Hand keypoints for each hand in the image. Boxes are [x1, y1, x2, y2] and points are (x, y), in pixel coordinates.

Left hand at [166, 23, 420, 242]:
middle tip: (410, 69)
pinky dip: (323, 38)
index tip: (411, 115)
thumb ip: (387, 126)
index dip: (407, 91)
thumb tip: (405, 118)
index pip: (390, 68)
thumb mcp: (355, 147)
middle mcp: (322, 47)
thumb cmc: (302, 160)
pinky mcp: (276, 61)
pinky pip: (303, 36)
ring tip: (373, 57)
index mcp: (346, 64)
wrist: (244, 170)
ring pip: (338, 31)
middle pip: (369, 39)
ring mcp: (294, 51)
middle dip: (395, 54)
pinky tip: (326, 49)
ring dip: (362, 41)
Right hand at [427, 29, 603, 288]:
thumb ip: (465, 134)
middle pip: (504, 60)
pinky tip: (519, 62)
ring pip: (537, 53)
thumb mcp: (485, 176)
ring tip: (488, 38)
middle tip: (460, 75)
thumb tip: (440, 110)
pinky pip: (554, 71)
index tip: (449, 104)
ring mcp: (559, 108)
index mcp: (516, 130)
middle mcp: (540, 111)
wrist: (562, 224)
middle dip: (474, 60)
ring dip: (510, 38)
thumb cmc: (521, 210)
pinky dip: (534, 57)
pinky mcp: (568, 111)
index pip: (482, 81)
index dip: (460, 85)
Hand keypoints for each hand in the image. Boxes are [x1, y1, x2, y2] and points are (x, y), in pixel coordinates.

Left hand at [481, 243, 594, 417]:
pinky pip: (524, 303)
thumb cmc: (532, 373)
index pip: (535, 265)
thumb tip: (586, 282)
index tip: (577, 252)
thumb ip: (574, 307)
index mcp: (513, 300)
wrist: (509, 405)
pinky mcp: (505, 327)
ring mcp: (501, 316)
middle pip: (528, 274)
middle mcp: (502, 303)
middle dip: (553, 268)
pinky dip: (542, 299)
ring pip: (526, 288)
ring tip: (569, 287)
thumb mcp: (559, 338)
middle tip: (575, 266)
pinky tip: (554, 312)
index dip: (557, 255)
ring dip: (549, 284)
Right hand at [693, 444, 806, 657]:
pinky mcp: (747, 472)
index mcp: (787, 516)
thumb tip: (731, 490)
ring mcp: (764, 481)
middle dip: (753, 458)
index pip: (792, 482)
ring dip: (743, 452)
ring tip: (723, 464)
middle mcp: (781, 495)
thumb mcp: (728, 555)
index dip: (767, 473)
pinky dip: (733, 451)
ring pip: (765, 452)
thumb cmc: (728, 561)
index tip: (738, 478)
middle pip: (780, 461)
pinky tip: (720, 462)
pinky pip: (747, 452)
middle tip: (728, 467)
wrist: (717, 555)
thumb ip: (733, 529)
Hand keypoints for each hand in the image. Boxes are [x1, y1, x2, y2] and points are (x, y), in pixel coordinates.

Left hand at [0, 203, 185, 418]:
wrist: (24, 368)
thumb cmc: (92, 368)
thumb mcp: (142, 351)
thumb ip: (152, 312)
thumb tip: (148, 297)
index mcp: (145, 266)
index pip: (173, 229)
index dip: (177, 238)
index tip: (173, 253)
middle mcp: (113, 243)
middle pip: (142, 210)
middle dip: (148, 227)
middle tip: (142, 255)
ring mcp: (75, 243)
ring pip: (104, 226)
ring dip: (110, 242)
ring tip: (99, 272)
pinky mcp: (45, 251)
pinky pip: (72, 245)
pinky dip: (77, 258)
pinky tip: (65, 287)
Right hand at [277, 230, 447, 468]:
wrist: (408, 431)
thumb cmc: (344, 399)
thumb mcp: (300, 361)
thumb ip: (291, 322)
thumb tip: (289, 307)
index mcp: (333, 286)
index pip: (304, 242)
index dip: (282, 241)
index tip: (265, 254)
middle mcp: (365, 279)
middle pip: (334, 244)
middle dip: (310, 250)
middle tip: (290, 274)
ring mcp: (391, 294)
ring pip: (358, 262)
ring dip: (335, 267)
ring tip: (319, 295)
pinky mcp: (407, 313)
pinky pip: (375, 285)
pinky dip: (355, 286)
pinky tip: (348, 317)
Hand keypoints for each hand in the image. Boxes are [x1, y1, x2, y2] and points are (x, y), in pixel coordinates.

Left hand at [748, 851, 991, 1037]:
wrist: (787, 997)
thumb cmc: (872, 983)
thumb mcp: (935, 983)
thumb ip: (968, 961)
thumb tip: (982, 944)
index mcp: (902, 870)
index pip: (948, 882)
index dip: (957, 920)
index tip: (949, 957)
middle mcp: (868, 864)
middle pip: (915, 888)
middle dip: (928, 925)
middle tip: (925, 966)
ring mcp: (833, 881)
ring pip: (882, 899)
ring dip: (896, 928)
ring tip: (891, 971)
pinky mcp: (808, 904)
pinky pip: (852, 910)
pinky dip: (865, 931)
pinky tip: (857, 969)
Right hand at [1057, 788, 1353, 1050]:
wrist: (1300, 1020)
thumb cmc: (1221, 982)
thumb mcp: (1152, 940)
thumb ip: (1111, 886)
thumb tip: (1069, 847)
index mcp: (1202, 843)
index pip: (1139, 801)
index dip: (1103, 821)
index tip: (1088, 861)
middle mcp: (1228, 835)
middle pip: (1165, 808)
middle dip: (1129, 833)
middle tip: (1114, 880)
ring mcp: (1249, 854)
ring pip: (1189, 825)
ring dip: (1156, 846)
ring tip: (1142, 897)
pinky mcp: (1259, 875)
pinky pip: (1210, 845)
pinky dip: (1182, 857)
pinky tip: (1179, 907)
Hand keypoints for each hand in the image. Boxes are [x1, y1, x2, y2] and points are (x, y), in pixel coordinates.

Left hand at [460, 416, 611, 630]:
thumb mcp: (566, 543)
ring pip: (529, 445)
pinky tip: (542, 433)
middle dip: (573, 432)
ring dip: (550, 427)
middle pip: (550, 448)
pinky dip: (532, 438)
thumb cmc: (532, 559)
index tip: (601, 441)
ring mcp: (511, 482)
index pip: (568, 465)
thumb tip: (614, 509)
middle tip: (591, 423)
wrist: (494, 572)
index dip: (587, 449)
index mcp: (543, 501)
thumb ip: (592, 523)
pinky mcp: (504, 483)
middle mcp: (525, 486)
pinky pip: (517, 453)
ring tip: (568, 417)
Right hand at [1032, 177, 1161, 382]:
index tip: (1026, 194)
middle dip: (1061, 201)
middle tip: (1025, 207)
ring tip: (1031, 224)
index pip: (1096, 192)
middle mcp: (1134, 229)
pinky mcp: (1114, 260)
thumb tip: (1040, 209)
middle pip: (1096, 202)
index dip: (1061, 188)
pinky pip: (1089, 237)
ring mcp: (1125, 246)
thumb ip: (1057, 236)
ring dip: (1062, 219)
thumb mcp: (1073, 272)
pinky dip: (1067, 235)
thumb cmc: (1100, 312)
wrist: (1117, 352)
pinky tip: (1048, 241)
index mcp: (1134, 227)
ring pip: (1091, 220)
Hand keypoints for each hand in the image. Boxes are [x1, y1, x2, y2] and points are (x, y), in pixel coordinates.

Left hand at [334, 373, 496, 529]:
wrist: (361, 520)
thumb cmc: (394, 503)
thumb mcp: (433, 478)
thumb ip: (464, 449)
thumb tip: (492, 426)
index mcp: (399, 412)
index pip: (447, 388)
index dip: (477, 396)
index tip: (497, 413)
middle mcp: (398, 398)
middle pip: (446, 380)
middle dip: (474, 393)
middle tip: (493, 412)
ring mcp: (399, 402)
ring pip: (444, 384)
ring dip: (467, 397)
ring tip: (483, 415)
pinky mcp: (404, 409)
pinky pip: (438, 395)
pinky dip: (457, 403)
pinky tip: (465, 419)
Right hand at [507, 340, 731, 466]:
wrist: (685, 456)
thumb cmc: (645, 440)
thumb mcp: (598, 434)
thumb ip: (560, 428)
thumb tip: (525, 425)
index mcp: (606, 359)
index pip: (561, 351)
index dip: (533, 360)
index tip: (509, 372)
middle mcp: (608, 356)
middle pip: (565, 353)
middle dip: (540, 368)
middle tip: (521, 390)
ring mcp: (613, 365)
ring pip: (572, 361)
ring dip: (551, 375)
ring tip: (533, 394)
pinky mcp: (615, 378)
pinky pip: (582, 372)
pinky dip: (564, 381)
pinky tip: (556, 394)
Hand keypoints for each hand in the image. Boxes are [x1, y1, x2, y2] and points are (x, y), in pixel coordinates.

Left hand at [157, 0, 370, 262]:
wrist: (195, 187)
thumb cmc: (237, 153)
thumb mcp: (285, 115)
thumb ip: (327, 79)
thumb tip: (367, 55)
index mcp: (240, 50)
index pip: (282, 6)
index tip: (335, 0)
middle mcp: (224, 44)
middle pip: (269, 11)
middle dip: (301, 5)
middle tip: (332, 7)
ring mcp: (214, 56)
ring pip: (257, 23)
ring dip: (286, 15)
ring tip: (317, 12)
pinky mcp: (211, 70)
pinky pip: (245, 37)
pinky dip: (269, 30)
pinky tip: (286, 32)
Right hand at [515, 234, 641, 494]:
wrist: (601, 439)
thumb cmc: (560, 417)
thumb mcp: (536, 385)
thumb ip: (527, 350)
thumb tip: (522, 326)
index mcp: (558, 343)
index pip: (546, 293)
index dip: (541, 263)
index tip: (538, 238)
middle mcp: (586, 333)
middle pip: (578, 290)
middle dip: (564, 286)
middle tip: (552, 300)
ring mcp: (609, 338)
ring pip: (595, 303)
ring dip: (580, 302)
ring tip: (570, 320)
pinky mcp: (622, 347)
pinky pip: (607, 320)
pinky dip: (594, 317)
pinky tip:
= = = = =
### [What the task requires]
Going back over the entries above, copy word for word every line from the one that has "ring tip: (569, 287)" on through the one that has "ring tip: (723, 464)".

### [Expected answer]
ring tip: (569, 287)
thumb mcp: (559, 338)
middle tip: (575, 266)
pinky tip: (554, 312)
index dip: (557, 255)
ring dip: (549, 284)
Right hand at [693, 444, 806, 657]:
pinky mcp: (747, 472)
index mcp: (787, 516)
thumb tip: (731, 490)
ring mcp: (764, 481)
middle dip: (753, 458)
index pip: (792, 482)
ring dip: (743, 452)
ring tip: (723, 464)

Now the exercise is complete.